**How to complete this task**
Word for word, repeat the data that follows. Do not include the pictures.

(Entries taken from a collection)
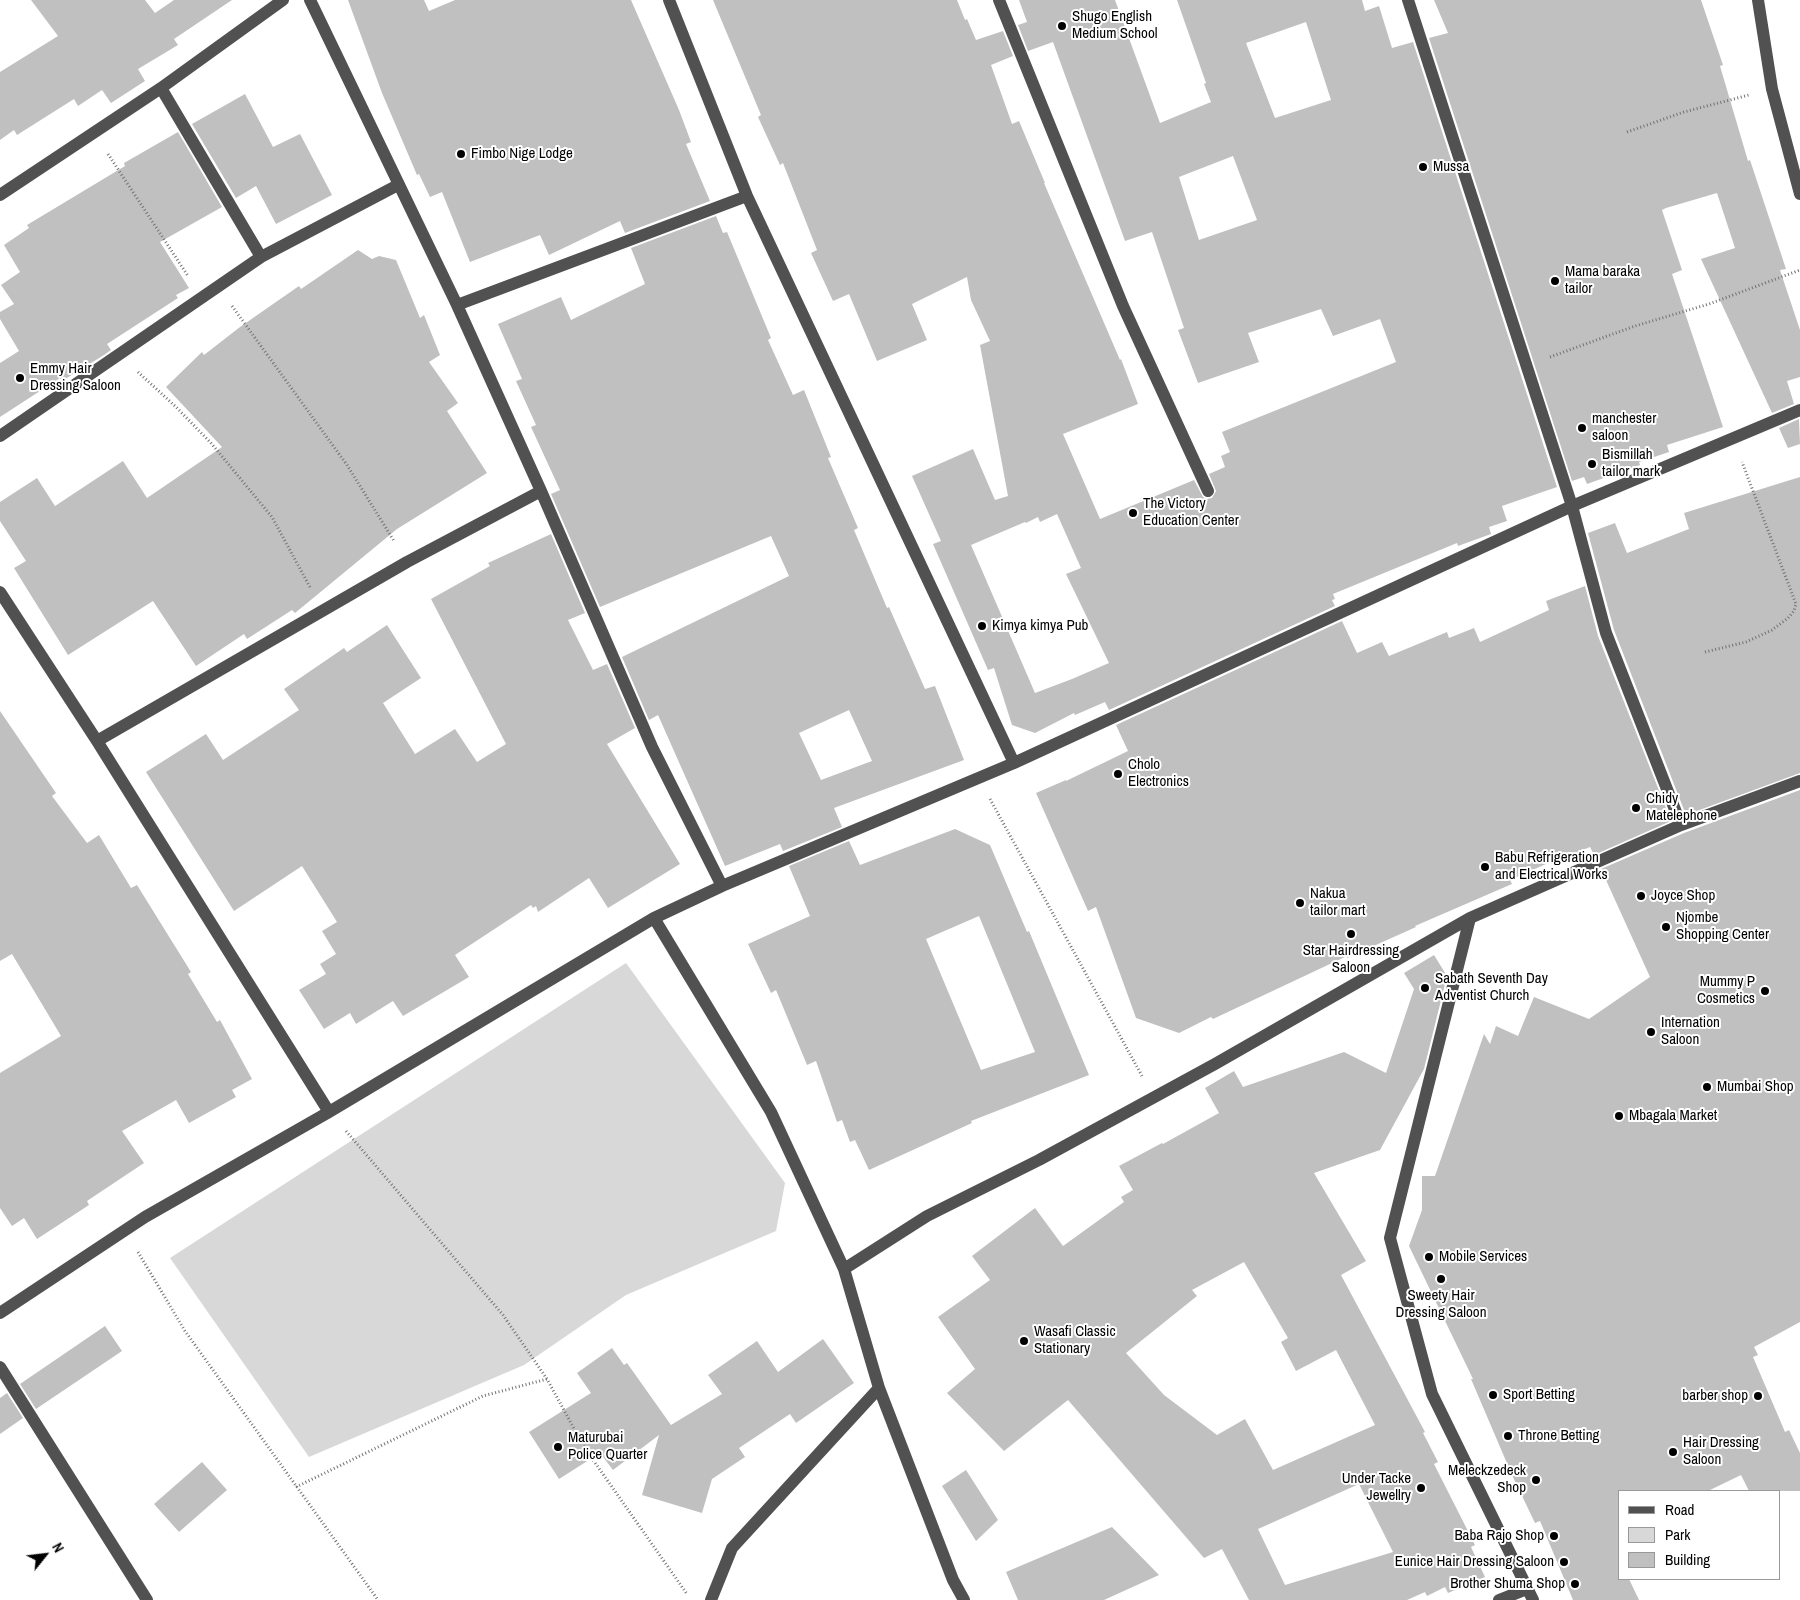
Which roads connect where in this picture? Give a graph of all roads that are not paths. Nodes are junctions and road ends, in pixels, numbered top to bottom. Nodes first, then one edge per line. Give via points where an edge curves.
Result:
1 (283, 0) edge
2 (310, 0) edge
3 (669, 0) edge
4 (999, 0) edge
5 (1408, 0) edge
6 (1758, 0) edge
7 (161, 88) junction
8 (398, 185) junction
9 (1800, 194) edge
10 (0, 195) edge
11 (747, 196) junction
12 (261, 257) junction
13 (457, 306) junction
14 (1800, 410) edge
15 (0, 435) edge
16 (1208, 491) dead end
17 (541, 492) junction
18 (1572, 506) junction
19 (0, 592) edge
20 (98, 741) junction
21 (1014, 762) junction
22 (1800, 781) edge
23 (1681, 825) junction
24 (722, 886) junction
25 (654, 918) junction
26 (1470, 918) junction
27 (330, 1112) junction
28 (844, 1269) junction
29 (0, 1313) edge
30 (0, 1367) edge
31 (879, 1388) junction
32 (1530, 1594) edge
33 (147, 1600) edge
34 (711, 1600) edge
35 (964, 1600) edge
36 (1500, 1600) edge

1 - 7 street
2 - 8 street
3 - 11 street
4 - 16 street via 1123,306
5 - 18 street
6 - 9 street via 1772,89
7 - 10 street
7 - 12 street
8 - 12 street
8 - 13 street
11 - 13 street
11 - 21 street
12 - 15 street
13 - 17 street
14 - 18 street
17 - 20 street via 408,562
17 - 24 street via 652,747
18 - 21 street
18 - 23 street via 1606,633
19 - 20 street
20 - 27 street
21 - 24 street
22 - 23 street
23 - 26 street
24 - 25 street
25 - 27 street
25 - 28 street via 770,1112
26 - 28 street via 1224,1059 1039,1160 927,1216
26 - 32 street via 1390,1238 1432,1394
27 - 29 street via 145,1217
28 - 31 street
30 - 33 street
31 - 34 street via 732,1548
31 - 35 street via 953,1580
32 - 36 street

**Exercise response**
Which roads connect where in this picture? Give a graph of all roads that are not paths. Nodes are junctions and road ends, in pixels, numbered top to bottom. Nodes first, then one edge per line. Give via points where an edge curves.
Result:
1 (283, 0) edge
2 (310, 0) edge
3 (669, 0) edge
4 (999, 0) edge
5 (1408, 0) edge
6 (1758, 0) edge
7 (161, 88) junction
8 (398, 185) junction
9 (1800, 194) edge
10 (0, 195) edge
11 (747, 196) junction
12 (261, 257) junction
13 (457, 306) junction
14 (1800, 410) edge
15 (0, 435) edge
16 (1208, 491) dead end
17 (541, 492) junction
18 (1572, 506) junction
19 (0, 592) edge
20 (98, 741) junction
21 (1014, 762) junction
22 (1800, 781) edge
23 (1681, 825) junction
24 (722, 886) junction
25 (654, 918) junction
26 (1470, 918) junction
27 (330, 1112) junction
28 (844, 1269) junction
29 (0, 1313) edge
30 (0, 1367) edge
31 (879, 1388) junction
32 (1530, 1594) edge
33 (147, 1600) edge
34 (711, 1600) edge
35 (964, 1600) edge
36 (1500, 1600) edge

1 - 7 street
2 - 8 street
3 - 11 street
4 - 16 street via 1123,306
5 - 18 street
6 - 9 street via 1772,89
7 - 10 street
7 - 12 street
8 - 12 street
8 - 13 street
11 - 13 street
11 - 21 street
12 - 15 street
13 - 17 street
14 - 18 street
17 - 20 street via 408,562
17 - 24 street via 652,747
18 - 21 street
18 - 23 street via 1606,633
19 - 20 street
20 - 27 street
21 - 24 street
22 - 23 street
23 - 26 street
24 - 25 street
25 - 27 street
25 - 28 street via 770,1112
26 - 28 street via 1224,1059 1039,1160 927,1216
26 - 32 street via 1390,1238 1432,1394
27 - 29 street via 145,1217
28 - 31 street
30 - 33 street
31 - 34 street via 732,1548
31 - 35 street via 953,1580
32 - 36 street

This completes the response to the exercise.